La modélisation numérique réduit le CO2 dans la production de ciment
Une équipe de recherche de l'Institut Paul Scherrer (PSI) cherche des formules de ciment qui réduisent la quantité de clinker à forte teneur en CO2 dans les mélanges de ciment. Les chercheurs ont utilisé pour cela une méthode de modélisation basée sur l'intelligence artificielle (IA).
Une équipe de recherche du PSI cherche des formules qui réduisent la part de clinker, un matériau à forte émission de CO2, dans le mélange de ciment. Des alternatives au clinker sont déjà utilisées, mais ne peuvent couvrir qu’une fraction des besoins en ciment. Les chercheurs cherchent des combinaisons de matériaux disponibles en grandes quantités et permettant une production de ciment de haute qualité. Pour cela, ils utilisent une méthode de modélisation basée sur l’IA. Tout en conservant la qualité des matériaux, ils veulent améliorer l’empreinte carbone des formules, peut on lire dans un communiqué de presse. « Au lieu de tester des milliers de variantes en laboratoire, notre modèle génère en quelques secondes des propositions de recettes concrètes – comme un livre de cuisine numérique pour un ciment respectueux du climat », explique Romana Boiger, première auteure et mathématicienne, citée dans le communiqué.

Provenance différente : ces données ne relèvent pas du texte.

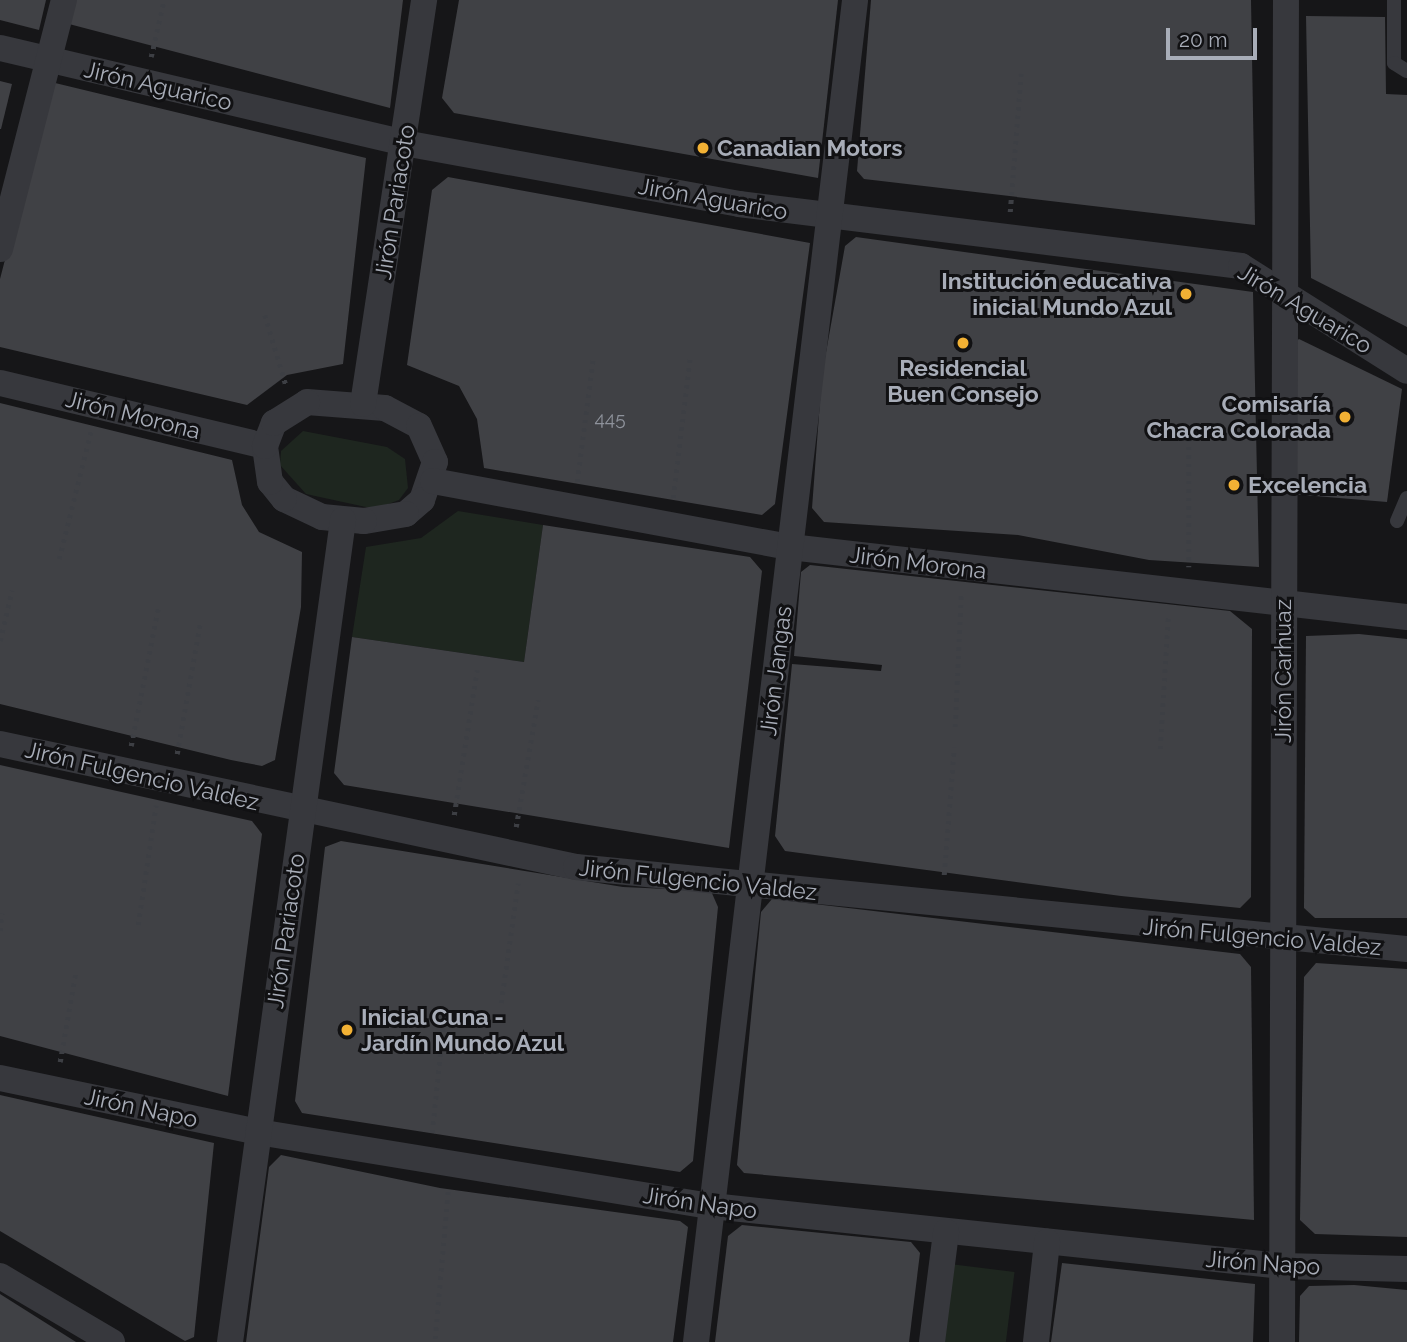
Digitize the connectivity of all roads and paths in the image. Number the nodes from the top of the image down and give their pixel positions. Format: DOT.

Les chercheurs utilisent pour cela des réseaux neuronaux artificiels qui remplacent la modélisation physique, gourmande en temps de calcul. Les modèles d’IA sont entraînés avec des données connues et apprennent en ajustant la pondération de leurs liens afin de prédire des relations similaires.
Les chercheurs ont entraîné leur modèle d’IA avec le logiciel open source GEMS pour la modélisation thermodynamique. Ils l’ont utilisé pour calculer la formation de minéraux et les processus géochimiques dans différentes formules de ciment et ont combiné ces données avec des données expérimentales et des modèles mécaniques. Cela leur a permis d’estimer la qualité des matériaux de différentes formules de ciment. En outre, les chercheurs ont calculé les émissions de CO2 des formules. Le modèle d’IA a appris à partir de ces données. « En fait, nous recherchons un maximum et un minimum – nous pouvons en déduire directement la formule souhaitée », explique Boiger. Pour cela, ils utilisent des algorithmes génétiques, une autre méthode d’IA, pour identifier les recettes qui combinent les deux valeurs cibles.
Les chercheurs ont déjà découvert des formules de ciment prometteuses, qui doivent encore être testées en laboratoire pour achever le cycle de développement. L’étude a été réalisée dans le cadre du projet interdisciplinaire SCENE (Swiss Centre of Excellence on Net Zero Emissions).